I have a consul cluster which normally should have 5 servers and a bunch of clients. Our script to start the servers originally configured like this
consul agent -server -bootstrap-expect 5 -join <ips of all 5 servers>
However, we had to reOS all servers and bootstrap again -- one of our servers was down with hardware issues and the bootstrap no longer works.
My question is -- in a situation where there are 5 servers, but 3 are sufficient for quorum, should -bootstrap-expect be set to 3?
The documentation here https://www.consul.io/docs/agent/options.html#_bootstrap_expect seems to imply that -bootstrap-expect should be set to the total number of servers which means that even a single machine being down will prevent the cluster from bootstrapping
To be clear our startup scripts are static files, so when I say there are 5 servers it means that up to 5 could be started with the server tag.
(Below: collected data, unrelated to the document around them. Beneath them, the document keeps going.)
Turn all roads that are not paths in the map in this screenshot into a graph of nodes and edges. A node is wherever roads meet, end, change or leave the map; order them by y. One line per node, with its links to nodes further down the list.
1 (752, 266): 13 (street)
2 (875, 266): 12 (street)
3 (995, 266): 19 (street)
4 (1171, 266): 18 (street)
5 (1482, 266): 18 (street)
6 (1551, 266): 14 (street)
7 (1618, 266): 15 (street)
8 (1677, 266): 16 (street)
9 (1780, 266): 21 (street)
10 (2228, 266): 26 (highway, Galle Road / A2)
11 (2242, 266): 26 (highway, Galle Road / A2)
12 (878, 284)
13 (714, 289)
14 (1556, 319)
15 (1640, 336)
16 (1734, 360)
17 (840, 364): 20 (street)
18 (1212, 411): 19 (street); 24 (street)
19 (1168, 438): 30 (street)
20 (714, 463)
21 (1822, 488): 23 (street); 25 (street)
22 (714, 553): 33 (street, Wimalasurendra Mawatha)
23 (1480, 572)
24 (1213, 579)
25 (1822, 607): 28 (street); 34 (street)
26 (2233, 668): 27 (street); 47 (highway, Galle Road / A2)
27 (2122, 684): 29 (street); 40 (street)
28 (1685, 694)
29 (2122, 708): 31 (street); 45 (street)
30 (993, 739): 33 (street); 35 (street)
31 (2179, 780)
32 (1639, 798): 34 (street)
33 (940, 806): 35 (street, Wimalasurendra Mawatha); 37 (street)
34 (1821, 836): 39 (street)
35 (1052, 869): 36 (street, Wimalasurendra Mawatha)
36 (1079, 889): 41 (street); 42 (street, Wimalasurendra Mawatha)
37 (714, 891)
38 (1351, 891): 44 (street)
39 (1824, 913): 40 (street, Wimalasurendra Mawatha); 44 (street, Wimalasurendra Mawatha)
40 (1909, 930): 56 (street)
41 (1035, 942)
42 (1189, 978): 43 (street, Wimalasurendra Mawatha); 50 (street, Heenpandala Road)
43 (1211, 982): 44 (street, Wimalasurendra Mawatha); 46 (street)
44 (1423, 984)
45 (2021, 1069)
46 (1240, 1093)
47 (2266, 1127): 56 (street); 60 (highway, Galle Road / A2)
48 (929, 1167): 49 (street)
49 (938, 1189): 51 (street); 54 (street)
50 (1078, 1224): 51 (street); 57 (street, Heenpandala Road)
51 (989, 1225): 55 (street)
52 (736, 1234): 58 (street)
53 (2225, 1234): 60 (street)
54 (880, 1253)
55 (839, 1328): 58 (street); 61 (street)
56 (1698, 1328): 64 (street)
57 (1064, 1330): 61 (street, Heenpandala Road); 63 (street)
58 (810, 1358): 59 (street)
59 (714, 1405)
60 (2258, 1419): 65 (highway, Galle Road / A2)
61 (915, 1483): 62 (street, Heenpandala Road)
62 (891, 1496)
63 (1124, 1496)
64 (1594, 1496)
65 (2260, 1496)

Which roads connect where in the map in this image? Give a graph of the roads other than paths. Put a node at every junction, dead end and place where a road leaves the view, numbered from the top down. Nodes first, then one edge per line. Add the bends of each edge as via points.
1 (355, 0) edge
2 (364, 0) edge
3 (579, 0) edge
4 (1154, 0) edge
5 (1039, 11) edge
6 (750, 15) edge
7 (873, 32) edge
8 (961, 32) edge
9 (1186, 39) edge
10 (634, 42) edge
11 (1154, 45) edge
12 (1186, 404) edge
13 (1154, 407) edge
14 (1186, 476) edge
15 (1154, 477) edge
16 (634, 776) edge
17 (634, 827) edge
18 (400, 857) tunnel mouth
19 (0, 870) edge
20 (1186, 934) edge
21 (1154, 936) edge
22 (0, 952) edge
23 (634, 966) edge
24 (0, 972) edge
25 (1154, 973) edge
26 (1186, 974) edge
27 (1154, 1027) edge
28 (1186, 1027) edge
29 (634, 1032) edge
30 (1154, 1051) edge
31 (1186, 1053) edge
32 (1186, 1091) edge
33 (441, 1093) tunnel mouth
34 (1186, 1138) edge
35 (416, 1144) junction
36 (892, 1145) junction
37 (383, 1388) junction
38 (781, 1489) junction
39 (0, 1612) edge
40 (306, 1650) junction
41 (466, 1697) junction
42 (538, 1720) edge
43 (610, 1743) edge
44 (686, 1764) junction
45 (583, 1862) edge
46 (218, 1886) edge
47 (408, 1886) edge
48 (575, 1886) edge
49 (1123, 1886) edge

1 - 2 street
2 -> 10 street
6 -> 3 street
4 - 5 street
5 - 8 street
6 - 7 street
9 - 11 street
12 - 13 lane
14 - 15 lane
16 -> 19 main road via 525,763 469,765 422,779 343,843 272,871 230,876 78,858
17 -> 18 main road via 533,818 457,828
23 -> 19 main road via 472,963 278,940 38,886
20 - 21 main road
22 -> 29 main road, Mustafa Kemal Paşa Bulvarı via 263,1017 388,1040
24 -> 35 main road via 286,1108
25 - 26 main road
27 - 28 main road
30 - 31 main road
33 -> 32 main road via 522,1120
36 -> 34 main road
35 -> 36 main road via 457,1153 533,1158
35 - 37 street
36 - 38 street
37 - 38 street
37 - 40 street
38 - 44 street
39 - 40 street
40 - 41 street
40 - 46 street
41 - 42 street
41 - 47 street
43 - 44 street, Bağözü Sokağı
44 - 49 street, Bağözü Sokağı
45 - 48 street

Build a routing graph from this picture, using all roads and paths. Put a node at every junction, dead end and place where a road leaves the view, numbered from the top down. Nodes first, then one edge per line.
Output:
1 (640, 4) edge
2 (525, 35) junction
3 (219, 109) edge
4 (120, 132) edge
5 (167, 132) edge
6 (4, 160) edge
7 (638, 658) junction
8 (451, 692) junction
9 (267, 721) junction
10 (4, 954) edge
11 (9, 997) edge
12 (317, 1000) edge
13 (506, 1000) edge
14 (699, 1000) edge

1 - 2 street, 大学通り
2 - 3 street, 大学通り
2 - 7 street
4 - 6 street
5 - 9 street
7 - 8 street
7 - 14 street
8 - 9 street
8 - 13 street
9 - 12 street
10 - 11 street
In your case, if you don't explicitly need all 5 servers to be online during initial cluster setup, you should set -bootstrap-expect
to 3. This will avoid situations similar to what happened i.e. you have 5 servers and you tell them they must wait for all 5 to be online, for initial cluster setup. As documentation suggests:
When provided, Consul waits until the specified number of servers are available and then bootstraps the cluster. This allows an initial leader to be elected automatically.
With --bootstrap-expect=3
as soon as 3 of your 5 Consul servers have joined cluster, the leader election will start, and in case last 2 join much later, cluster will function. And for that matter you can have any number of servers join at later time.